Der erste Raumeindruck beim Betreten der Marienkirche ist ebenfalls überwältigend. Die über 60 Kunstwerke, darunter fünf vollständige Altäre, 31 Skulpturen und 18 Gemälde, kehren an ihren eigentlichen Bestimmungsort, eine Kirche, zurück. Das Museum St. Marien ist komplett saniert worden, verfügt über eine moderne Infrastruktur, die jedes Museum haben sollte. Die Ausstellungsarchitektur vom Artus Atelier Erfurt überzeugt durch Lichtbänder und Gestaltungselemente, die dem Kirchenraum und den Kunstobjekten in schönster Weise gerecht wird. In einer Sichtachse quer durch die Ausstellung sind Altäre platziert. Gemälde, Skulpturen und Glasmalereien können vom Besucher ganz nahe in Augenschein genommen werden. Den einzelnen, oft mehrteiligen bzw. großformatigen Kunstwerken kann genügend Platz gewährt werden, was in traditionellen Museumshäusern manchmal nicht möglich ist.
Die Ausstellung auf ca. 1.200 m² Fläche ist gut über den weitläufigen Kirchenraum, über die Seitenschiffe, Säulen und Wände verteilt. Sie illustriert in vier Themenbereichen, welche Bedeutung religiöse Bildwerke für die Menschen des späten Mittelalters hatten. Werke aus den damaligen Thüringer Kunstzentren und Künstlerwerkstätten Erfurt, Altenburg, Jena, Pößneck, Schleiz, Eisenach und Mühlhausen werden vorgestellt. Hinzu kommen Objekte aus den Nachbarregionen Franken und Sachsen. Sie vermitteln mit ihren zahlreichen Marien-, Christus- und Heiligendarstellungen ein anschauliches Bild des von starker Religiosität geprägten Mittelalters.
Ein „Tryptichon mit Einhornverkündung“, Erfurt 1430/40, ein „Altarflügel mit Einhornverkündung“ aus der Werkstatt des Allendorfer Altars um 1490 sowie weitere Einhorn-Darstellungen verweisen auf das Fabelwesen in Pferde- oder Ziegengestalt mit dem Horn auf der Stirn. Der Mühlhäuser Museumsdirektor Thomas T. Müller berichtet, dass bereits vor ca. 29.000 Jahren in Sibirien die ersten Einhörner überliefert sind. Sie gelten als Verkörperung Christi und der Tugend, symbolisieren das Gute. Ein anderes, wiederkehrendes Bildmotiv ist das vom Heiligen Georg, dem Drachentöter. Der legendäre christliche Heilige geht auf das 3. Jahrhundert zurück und symbolisiert den Kampf gegen das Böse. Die Ikonografie der einzelnen Werke zu lesen, dürfte jedoch manchem Besucher schwerfallen, der nicht so in der biblischen Geschichte zuhause ist.

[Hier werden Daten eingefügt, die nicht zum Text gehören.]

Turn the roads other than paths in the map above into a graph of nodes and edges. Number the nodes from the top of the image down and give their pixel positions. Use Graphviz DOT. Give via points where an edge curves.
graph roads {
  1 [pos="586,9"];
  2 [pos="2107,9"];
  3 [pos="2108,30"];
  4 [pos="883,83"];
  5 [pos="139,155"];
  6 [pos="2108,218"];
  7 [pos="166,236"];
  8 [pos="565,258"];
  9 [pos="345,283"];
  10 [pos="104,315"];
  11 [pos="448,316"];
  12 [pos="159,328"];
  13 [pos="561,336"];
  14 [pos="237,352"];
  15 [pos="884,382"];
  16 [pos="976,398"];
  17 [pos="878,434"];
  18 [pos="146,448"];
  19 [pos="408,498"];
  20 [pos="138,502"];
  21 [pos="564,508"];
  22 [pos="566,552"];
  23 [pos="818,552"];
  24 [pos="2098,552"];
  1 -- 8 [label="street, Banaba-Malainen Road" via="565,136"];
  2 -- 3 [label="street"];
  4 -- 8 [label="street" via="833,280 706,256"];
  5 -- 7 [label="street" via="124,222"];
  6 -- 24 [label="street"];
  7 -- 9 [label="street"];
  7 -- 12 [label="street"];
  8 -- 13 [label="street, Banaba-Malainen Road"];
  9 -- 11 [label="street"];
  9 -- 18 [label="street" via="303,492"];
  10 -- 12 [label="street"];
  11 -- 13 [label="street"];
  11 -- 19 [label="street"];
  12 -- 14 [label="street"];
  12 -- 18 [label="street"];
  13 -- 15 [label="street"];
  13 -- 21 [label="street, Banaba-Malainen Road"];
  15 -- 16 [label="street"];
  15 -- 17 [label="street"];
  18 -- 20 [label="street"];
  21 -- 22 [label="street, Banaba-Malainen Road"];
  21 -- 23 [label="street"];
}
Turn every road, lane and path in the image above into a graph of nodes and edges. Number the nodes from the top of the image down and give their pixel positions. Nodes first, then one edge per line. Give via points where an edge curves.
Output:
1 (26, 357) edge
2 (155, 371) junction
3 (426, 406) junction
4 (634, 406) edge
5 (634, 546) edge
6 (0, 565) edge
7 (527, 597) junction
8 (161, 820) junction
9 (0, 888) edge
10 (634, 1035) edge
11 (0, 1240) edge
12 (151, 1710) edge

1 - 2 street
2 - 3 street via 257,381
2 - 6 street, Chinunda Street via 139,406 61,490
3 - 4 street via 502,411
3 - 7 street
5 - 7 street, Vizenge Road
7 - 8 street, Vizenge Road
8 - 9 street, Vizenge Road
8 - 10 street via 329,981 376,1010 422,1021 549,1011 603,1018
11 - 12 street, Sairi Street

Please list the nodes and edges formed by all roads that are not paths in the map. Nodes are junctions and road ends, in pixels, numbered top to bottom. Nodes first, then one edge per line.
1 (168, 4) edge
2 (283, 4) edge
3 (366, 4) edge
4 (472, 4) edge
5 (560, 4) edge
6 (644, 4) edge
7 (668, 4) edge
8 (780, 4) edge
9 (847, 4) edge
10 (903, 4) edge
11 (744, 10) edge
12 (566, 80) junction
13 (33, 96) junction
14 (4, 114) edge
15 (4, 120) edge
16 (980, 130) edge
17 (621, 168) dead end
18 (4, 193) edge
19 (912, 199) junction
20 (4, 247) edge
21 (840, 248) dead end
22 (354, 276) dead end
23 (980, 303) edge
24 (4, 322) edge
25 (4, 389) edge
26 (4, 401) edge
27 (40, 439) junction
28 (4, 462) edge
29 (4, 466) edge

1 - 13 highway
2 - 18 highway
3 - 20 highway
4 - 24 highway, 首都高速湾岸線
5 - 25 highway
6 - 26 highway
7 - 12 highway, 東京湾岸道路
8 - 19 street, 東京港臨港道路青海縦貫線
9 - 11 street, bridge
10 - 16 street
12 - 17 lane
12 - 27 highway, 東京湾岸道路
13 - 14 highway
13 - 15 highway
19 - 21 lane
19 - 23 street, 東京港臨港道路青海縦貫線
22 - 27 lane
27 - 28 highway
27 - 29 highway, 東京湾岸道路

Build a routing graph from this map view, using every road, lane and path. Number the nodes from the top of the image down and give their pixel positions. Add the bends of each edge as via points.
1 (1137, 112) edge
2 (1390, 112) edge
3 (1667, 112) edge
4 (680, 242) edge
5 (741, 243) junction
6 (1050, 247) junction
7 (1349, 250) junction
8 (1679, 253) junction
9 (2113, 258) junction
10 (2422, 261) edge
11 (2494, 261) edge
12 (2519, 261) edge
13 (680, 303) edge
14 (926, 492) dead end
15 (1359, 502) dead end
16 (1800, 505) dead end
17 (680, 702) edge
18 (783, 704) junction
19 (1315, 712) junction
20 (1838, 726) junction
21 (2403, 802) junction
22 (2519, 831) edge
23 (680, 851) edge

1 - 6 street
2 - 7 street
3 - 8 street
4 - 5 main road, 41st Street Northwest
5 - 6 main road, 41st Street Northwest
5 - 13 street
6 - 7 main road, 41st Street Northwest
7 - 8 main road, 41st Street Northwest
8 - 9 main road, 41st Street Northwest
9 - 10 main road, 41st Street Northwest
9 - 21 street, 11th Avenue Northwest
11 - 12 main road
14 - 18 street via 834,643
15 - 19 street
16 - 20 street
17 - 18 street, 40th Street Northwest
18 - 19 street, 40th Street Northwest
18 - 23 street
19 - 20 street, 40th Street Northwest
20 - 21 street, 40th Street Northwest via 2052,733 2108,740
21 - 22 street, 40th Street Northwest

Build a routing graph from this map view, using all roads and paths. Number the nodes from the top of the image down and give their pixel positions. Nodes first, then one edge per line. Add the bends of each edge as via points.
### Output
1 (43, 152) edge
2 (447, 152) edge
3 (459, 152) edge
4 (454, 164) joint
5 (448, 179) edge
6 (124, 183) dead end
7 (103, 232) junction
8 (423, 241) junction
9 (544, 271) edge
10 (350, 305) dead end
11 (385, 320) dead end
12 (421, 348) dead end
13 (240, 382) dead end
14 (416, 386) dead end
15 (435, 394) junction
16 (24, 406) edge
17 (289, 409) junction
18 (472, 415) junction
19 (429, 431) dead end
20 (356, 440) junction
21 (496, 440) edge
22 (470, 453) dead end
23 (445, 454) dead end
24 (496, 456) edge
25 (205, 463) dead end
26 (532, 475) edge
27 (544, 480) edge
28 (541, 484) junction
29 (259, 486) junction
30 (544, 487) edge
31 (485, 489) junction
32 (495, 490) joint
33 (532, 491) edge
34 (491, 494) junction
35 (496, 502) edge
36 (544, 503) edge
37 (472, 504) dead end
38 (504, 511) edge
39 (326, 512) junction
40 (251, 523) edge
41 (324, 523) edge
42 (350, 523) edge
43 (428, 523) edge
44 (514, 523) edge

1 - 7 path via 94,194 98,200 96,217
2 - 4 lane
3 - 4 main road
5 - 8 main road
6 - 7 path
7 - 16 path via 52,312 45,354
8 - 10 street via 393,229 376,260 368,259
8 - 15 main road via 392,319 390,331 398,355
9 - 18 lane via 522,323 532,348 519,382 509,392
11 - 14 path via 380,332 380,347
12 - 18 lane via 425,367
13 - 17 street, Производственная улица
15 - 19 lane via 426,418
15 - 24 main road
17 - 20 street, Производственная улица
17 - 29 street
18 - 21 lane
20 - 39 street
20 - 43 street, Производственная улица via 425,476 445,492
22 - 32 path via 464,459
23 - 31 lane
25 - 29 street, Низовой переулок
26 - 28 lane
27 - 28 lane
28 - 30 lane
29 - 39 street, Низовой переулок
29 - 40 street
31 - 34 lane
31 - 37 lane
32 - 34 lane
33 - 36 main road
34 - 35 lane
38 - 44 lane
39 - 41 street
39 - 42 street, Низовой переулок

Texttafeln in der Ausstellung vermitteln Informationen zu einzelnen Werken, Werkstätten, Künstlern und künstlerischen Einflüssen, etwa der Cranach-Werkstatt. Die Mühlhäuser Museen bieten regelmäßig Führungen an, auch auf Voranfrage, und ein spezielles Vermittlungsprogramm für Kinder. Einzelbesucher vermissen dennoch einen Kurzführer oder ausführlichere Informationen zu einzelnen, herausragenden Kunstwerken, zum Beispiel in Form eines Audioguides. Ein Ausstellungskatalog ist wohl geplant.
Die Ausstellung ist ein Kooperationsprojekt der Mühlhäuser Museen und der Klassik Stiftung Weimar, aus deren Bestand die Werke mittelalterlicher Kunst stammen. Das Land förderte das Projekt mit 250.000 Euro. Das Weimarer Stadtschloss wird bekanntlich bis 2023 saniert, die Sammlung wäre ansonsten im Depot verschwunden. So ist sie jetzt für mindestens fünf Jahre in Mühlhausen zu sehen.